### DATA FOR THE TASK:
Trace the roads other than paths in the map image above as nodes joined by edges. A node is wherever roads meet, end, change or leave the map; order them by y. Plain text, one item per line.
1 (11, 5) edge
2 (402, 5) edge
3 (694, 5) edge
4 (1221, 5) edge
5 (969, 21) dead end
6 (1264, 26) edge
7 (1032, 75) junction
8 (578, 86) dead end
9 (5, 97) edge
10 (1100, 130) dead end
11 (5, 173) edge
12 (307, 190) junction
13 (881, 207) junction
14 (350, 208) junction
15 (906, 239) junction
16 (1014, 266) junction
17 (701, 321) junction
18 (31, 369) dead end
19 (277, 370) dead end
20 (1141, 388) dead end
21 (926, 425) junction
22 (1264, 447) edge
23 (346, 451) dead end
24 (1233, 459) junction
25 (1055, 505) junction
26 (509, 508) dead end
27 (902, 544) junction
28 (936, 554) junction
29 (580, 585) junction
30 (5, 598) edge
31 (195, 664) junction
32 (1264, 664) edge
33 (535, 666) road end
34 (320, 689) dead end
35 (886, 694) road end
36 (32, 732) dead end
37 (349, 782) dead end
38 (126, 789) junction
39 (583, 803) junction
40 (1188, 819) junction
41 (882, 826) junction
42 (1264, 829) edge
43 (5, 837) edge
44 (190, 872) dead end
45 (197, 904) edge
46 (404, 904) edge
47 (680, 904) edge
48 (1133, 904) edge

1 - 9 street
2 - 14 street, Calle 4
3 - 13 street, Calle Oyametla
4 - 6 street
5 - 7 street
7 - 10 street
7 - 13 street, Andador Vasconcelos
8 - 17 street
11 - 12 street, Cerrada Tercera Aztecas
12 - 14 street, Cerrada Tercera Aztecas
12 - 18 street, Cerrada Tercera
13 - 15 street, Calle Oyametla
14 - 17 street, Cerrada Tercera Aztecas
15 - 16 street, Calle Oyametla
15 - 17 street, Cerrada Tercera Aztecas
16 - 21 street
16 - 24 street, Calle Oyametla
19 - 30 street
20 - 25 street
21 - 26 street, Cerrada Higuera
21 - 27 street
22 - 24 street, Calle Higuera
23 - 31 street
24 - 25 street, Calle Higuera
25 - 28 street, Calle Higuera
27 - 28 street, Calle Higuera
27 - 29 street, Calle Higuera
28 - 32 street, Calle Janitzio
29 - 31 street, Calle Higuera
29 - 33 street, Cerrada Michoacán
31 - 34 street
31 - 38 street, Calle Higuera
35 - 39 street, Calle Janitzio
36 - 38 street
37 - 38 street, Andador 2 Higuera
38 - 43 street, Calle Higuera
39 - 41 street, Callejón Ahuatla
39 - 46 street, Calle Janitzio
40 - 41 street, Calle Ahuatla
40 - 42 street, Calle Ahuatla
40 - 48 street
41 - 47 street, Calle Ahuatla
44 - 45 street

### ACTIVITY:
Reproduce each line of the material above precisely.

### ANSWER FOR THIS EXERCISE:
Trace the roads other than paths in the map image above as nodes joined by edges. A node is wherever roads meet, end, change or leave the map; order them by y. Plain text, one item per line.
1 (11, 5) edge
2 (402, 5) edge
3 (694, 5) edge
4 (1221, 5) edge
5 (969, 21) dead end
6 (1264, 26) edge
7 (1032, 75) junction
8 (578, 86) dead end
9 (5, 97) edge
10 (1100, 130) dead end
11 (5, 173) edge
12 (307, 190) junction
13 (881, 207) junction
14 (350, 208) junction
15 (906, 239) junction
16 (1014, 266) junction
17 (701, 321) junction
18 (31, 369) dead end
19 (277, 370) dead end
20 (1141, 388) dead end
21 (926, 425) junction
22 (1264, 447) edge
23 (346, 451) dead end
24 (1233, 459) junction
25 (1055, 505) junction
26 (509, 508) dead end
27 (902, 544) junction
28 (936, 554) junction
29 (580, 585) junction
30 (5, 598) edge
31 (195, 664) junction
32 (1264, 664) edge
33 (535, 666) road end
34 (320, 689) dead end
35 (886, 694) road end
36 (32, 732) dead end
37 (349, 782) dead end
38 (126, 789) junction
39 (583, 803) junction
40 (1188, 819) junction
41 (882, 826) junction
42 (1264, 829) edge
43 (5, 837) edge
44 (190, 872) dead end
45 (197, 904) edge
46 (404, 904) edge
47 (680, 904) edge
48 (1133, 904) edge

1 - 9 street
2 - 14 street, Calle 4
3 - 13 street, Calle Oyametla
4 - 6 street
5 - 7 street
7 - 10 street
7 - 13 street, Andador Vasconcelos
8 - 17 street
11 - 12 street, Cerrada Tercera Aztecas
12 - 14 street, Cerrada Tercera Aztecas
12 - 18 street, Cerrada Tercera
13 - 15 street, Calle Oyametla
14 - 17 street, Cerrada Tercera Aztecas
15 - 16 street, Calle Oyametla
15 - 17 street, Cerrada Tercera Aztecas
16 - 21 street
16 - 24 street, Calle Oyametla
19 - 30 street
20 - 25 street
21 - 26 street, Cerrada Higuera
21 - 27 street
22 - 24 street, Calle Higuera
23 - 31 street
24 - 25 street, Calle Higuera
25 - 28 street, Calle Higuera
27 - 28 street, Calle Higuera
27 - 29 street, Calle Higuera
28 - 32 street, Calle Janitzio
29 - 31 street, Calle Higuera
29 - 33 street, Cerrada Michoacán
31 - 34 street
31 - 38 street, Calle Higuera
35 - 39 street, Calle Janitzio
36 - 38 street
37 - 38 street, Andador 2 Higuera
38 - 43 street, Calle Higuera
39 - 41 street, Callejón Ahuatla
39 - 46 street, Calle Janitzio
40 - 41 street, Calle Ahuatla
40 - 42 street, Calle Ahuatla
40 - 48 street
41 - 47 street, Calle Ahuatla
44 - 45 street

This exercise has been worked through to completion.